---------- RECORDS FOR THE EXERCISE

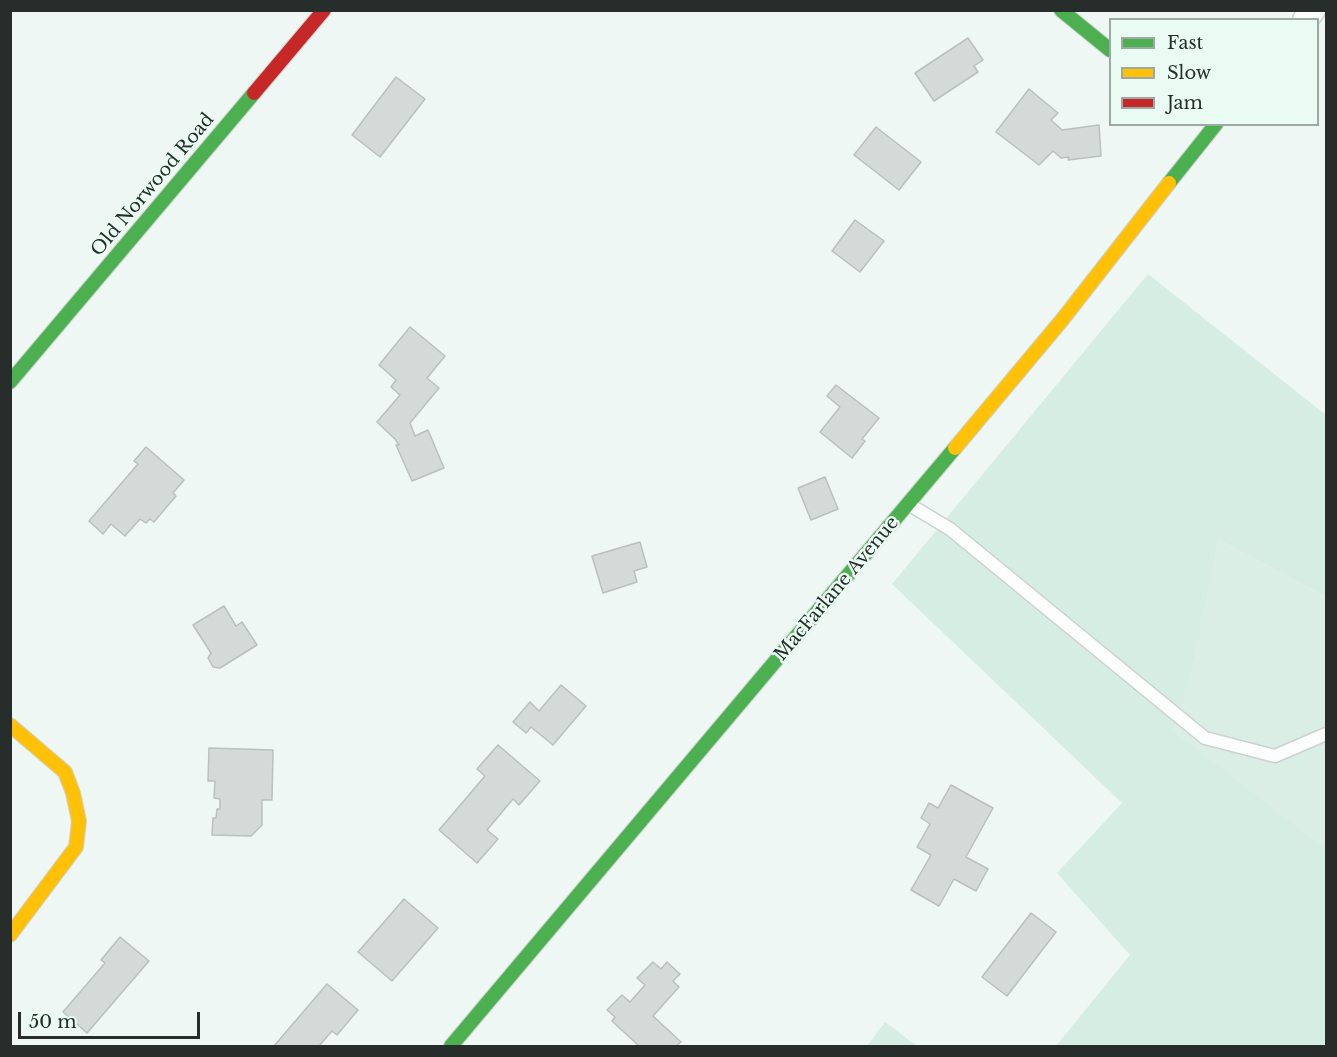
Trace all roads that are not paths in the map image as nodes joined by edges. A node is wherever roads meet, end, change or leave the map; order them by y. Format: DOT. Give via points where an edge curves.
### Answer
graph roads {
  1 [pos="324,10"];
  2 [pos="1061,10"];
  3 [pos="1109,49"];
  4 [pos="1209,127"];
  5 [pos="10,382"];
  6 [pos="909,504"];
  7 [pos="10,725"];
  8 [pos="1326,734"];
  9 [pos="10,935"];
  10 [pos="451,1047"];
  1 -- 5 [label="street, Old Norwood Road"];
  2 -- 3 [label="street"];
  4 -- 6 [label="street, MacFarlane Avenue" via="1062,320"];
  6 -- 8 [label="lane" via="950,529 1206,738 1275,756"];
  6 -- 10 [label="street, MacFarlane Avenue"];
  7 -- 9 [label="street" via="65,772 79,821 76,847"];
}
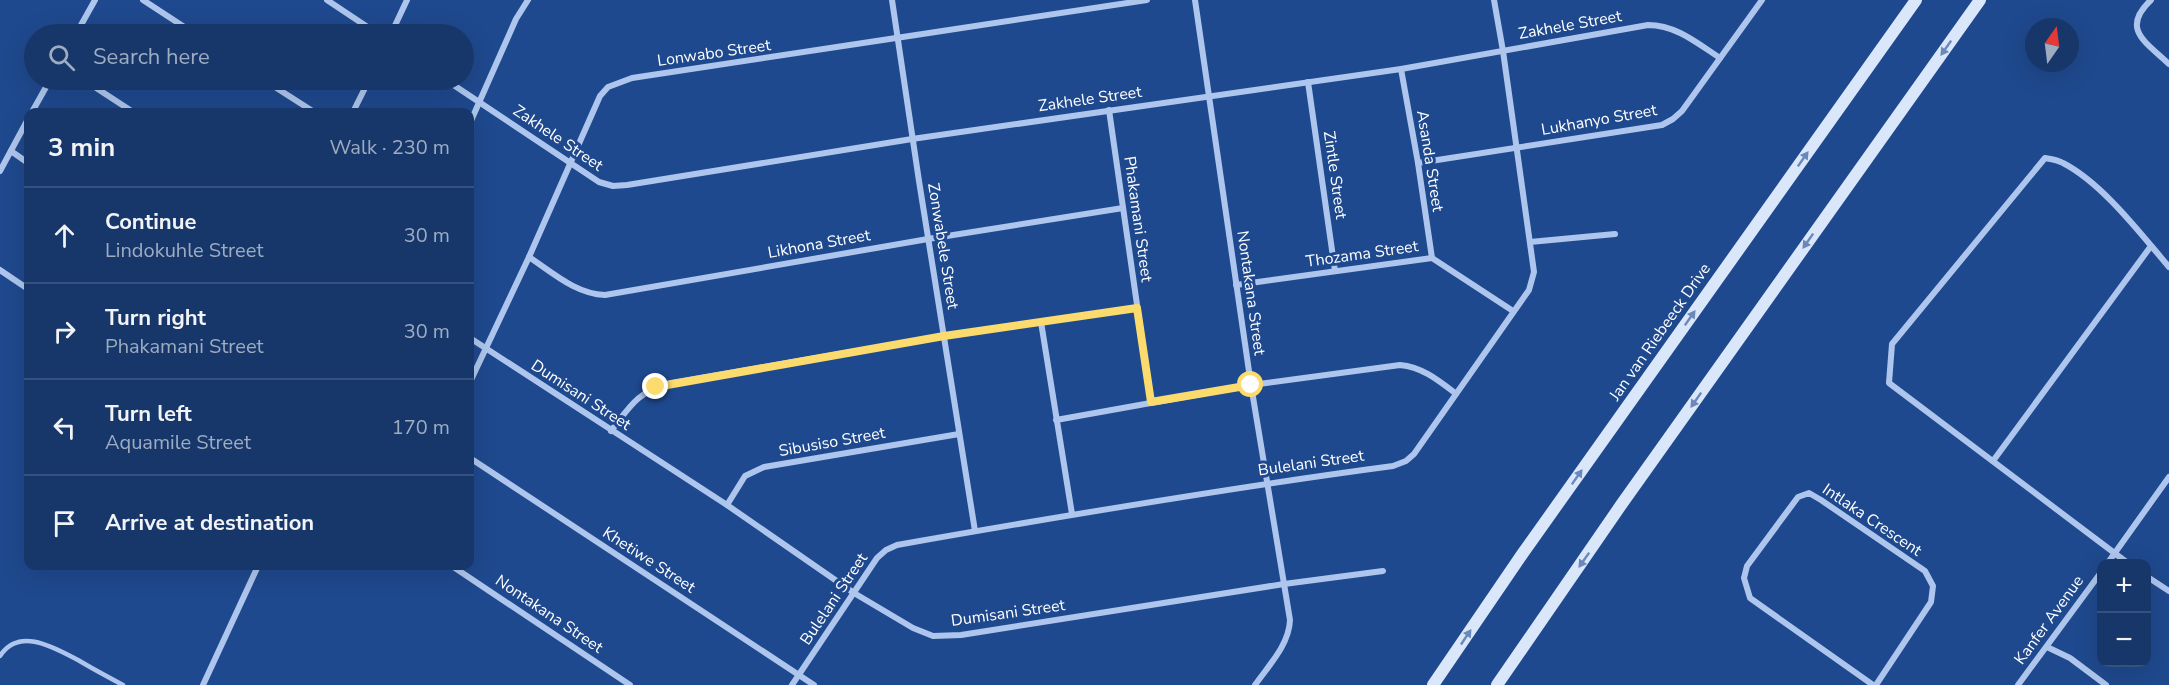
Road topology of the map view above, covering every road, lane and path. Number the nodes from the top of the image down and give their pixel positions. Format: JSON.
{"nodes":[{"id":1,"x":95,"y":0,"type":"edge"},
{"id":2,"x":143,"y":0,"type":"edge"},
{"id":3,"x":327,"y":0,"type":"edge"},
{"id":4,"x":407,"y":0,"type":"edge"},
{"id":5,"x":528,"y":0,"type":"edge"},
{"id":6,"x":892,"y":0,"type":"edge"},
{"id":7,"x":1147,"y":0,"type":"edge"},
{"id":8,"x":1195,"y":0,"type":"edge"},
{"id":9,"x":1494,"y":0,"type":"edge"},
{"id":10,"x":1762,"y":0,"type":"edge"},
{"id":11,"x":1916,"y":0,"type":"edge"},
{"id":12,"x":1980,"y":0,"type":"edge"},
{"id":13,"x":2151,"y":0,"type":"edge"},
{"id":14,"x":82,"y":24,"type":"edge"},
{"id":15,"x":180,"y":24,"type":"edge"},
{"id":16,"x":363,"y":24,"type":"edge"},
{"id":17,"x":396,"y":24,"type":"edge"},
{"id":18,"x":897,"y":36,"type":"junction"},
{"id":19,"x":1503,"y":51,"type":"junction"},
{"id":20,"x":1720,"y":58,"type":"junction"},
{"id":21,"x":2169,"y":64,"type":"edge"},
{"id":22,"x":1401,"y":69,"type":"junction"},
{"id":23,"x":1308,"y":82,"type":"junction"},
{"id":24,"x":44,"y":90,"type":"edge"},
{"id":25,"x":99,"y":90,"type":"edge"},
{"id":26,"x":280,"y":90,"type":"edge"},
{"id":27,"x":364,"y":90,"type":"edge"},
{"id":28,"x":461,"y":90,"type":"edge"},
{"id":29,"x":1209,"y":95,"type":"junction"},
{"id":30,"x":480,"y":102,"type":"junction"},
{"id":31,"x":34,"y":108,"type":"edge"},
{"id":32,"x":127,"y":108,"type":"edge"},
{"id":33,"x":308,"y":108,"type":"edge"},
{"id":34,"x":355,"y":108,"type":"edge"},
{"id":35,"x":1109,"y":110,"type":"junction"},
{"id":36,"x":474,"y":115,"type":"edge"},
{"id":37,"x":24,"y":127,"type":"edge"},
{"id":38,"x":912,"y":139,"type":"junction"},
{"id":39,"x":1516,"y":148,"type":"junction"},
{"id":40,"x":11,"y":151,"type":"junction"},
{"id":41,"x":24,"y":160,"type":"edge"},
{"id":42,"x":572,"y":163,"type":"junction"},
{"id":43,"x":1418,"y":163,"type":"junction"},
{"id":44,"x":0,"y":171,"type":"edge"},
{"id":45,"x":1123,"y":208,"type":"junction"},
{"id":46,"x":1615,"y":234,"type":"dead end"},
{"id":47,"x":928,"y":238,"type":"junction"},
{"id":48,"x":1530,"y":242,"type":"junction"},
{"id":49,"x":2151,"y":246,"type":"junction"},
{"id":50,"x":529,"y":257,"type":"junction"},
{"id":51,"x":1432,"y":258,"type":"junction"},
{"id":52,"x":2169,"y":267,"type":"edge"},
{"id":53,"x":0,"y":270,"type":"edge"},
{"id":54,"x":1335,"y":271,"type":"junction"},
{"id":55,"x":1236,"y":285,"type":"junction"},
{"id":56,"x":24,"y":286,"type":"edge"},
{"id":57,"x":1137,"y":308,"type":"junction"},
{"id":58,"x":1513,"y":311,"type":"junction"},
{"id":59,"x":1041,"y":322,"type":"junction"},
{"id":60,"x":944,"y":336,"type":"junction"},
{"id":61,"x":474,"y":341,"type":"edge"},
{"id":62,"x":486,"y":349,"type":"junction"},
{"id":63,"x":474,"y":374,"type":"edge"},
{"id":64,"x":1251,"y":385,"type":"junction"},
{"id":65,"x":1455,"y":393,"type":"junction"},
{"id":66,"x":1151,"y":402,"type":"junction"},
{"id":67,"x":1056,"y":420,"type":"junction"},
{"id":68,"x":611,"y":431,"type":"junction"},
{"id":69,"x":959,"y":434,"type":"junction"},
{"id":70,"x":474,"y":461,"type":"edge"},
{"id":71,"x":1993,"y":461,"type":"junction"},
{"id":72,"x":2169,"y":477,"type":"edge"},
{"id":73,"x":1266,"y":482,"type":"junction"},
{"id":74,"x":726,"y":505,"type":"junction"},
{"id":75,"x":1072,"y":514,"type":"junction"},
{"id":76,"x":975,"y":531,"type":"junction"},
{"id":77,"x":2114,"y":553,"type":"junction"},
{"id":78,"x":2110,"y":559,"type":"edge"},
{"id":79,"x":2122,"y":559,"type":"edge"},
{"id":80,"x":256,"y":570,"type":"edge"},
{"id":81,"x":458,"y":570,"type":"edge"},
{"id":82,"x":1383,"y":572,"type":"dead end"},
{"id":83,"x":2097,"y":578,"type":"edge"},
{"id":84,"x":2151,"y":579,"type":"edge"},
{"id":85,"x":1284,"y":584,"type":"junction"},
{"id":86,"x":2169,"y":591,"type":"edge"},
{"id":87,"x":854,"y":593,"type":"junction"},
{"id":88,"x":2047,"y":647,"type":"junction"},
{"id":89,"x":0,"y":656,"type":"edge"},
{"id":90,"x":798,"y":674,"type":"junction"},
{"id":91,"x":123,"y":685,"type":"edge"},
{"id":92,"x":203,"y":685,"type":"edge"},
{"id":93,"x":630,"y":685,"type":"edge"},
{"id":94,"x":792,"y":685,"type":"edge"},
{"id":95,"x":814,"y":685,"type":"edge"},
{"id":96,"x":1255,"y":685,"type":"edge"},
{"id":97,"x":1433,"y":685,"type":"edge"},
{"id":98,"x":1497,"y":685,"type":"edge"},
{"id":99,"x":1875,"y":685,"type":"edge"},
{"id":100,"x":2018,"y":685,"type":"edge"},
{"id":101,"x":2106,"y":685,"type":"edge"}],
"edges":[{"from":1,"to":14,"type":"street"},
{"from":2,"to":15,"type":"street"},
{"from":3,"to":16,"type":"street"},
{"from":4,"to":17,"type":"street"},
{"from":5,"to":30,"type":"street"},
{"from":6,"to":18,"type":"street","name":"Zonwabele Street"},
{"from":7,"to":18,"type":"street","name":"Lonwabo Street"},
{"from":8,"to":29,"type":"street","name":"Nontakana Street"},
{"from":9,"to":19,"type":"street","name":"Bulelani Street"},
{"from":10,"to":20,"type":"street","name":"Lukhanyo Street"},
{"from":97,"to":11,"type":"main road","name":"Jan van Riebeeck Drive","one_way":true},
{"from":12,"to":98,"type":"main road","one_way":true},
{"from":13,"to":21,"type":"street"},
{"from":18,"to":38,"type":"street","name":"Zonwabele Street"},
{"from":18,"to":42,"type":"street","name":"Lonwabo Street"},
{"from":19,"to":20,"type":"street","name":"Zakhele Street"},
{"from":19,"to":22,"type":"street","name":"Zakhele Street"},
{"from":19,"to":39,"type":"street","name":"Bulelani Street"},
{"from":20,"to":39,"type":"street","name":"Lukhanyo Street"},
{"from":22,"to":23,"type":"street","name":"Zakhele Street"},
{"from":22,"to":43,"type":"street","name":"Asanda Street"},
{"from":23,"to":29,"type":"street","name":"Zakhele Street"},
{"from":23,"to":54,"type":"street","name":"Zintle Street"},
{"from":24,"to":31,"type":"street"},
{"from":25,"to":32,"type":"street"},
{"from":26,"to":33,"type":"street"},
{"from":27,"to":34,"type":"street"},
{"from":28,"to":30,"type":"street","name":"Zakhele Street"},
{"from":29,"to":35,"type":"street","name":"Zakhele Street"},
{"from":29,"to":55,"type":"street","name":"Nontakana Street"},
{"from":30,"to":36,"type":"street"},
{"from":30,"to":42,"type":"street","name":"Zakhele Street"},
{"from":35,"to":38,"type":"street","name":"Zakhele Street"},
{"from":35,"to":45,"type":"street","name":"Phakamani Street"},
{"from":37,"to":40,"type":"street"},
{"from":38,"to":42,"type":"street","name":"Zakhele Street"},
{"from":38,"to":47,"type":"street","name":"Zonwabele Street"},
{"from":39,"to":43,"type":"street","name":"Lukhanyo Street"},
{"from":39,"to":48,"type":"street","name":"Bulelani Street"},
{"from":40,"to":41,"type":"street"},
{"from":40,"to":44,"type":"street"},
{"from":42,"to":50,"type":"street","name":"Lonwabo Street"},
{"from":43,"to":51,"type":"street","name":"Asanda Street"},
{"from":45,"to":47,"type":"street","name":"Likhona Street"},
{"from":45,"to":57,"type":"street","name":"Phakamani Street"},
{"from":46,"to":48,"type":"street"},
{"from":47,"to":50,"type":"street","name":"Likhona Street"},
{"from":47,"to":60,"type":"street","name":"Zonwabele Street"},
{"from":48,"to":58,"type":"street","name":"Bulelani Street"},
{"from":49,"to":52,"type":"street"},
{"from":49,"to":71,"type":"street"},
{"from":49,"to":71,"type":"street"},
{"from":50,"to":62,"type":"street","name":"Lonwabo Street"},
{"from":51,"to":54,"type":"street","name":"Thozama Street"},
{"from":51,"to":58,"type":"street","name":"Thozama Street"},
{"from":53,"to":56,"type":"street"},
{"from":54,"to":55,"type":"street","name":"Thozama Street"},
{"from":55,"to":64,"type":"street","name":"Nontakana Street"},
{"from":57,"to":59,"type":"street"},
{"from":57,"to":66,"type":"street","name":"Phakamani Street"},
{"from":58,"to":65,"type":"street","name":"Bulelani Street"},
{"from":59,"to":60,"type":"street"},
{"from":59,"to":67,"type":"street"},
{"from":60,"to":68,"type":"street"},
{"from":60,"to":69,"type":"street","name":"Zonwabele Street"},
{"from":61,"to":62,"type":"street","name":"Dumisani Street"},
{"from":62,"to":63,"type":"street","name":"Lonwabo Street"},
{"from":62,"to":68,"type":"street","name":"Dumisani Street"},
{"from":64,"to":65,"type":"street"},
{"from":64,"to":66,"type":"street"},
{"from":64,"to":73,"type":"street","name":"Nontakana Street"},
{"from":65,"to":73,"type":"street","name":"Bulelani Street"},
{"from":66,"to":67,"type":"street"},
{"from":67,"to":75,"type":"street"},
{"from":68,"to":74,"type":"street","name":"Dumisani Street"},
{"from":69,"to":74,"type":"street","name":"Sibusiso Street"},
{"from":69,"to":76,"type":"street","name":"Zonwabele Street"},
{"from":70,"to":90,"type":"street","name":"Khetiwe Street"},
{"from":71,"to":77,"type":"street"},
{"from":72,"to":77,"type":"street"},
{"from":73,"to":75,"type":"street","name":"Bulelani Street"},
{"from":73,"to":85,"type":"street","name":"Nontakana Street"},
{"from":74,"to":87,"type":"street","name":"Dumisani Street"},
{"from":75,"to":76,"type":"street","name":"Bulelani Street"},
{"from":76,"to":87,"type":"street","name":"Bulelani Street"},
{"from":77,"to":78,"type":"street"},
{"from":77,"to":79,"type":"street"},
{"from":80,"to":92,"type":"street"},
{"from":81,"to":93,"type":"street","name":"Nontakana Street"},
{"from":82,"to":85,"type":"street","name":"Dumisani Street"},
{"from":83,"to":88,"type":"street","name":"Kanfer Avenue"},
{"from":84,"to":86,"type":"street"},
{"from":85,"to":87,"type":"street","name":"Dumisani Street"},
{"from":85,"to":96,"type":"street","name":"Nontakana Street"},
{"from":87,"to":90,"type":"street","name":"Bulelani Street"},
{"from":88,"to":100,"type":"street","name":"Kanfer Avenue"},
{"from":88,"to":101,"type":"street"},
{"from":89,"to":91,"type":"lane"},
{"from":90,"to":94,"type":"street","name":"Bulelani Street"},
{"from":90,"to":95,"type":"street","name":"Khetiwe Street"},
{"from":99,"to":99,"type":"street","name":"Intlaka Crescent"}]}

--------------------

**WHAT TO DO**
Report each line of the entries where the word "Bulelani" occurs.

**EXERCISE RESPONSE**
{"from":9,"to":19,"type":"street","name":"Bulelani Street"},
{"from":19,"to":39,"type":"street","name":"Bulelani Street"},
{"from":39,"to":48,"type":"street","name":"Bulelani Street"},
{"from":48,"to":58,"type":"street","name":"Bulelani Street"},
{"from":58,"to":65,"type":"street","name":"Bulelani Street"},
{"from":65,"to":73,"type":"street","name":"Bulelani Street"},
{"from":73,"to":75,"type":"street","name":"Bulelani Street"},
{"from":75,"to":76,"type":"street","name":"Bulelani Street"},
{"from":76,"to":87,"type":"street","name":"Bulelani Street"},
{"from":87,"to":90,"type":"street","name":"Bulelani Street"},
{"from":90,"to":94,"type":"street","name":"Bulelani Street"},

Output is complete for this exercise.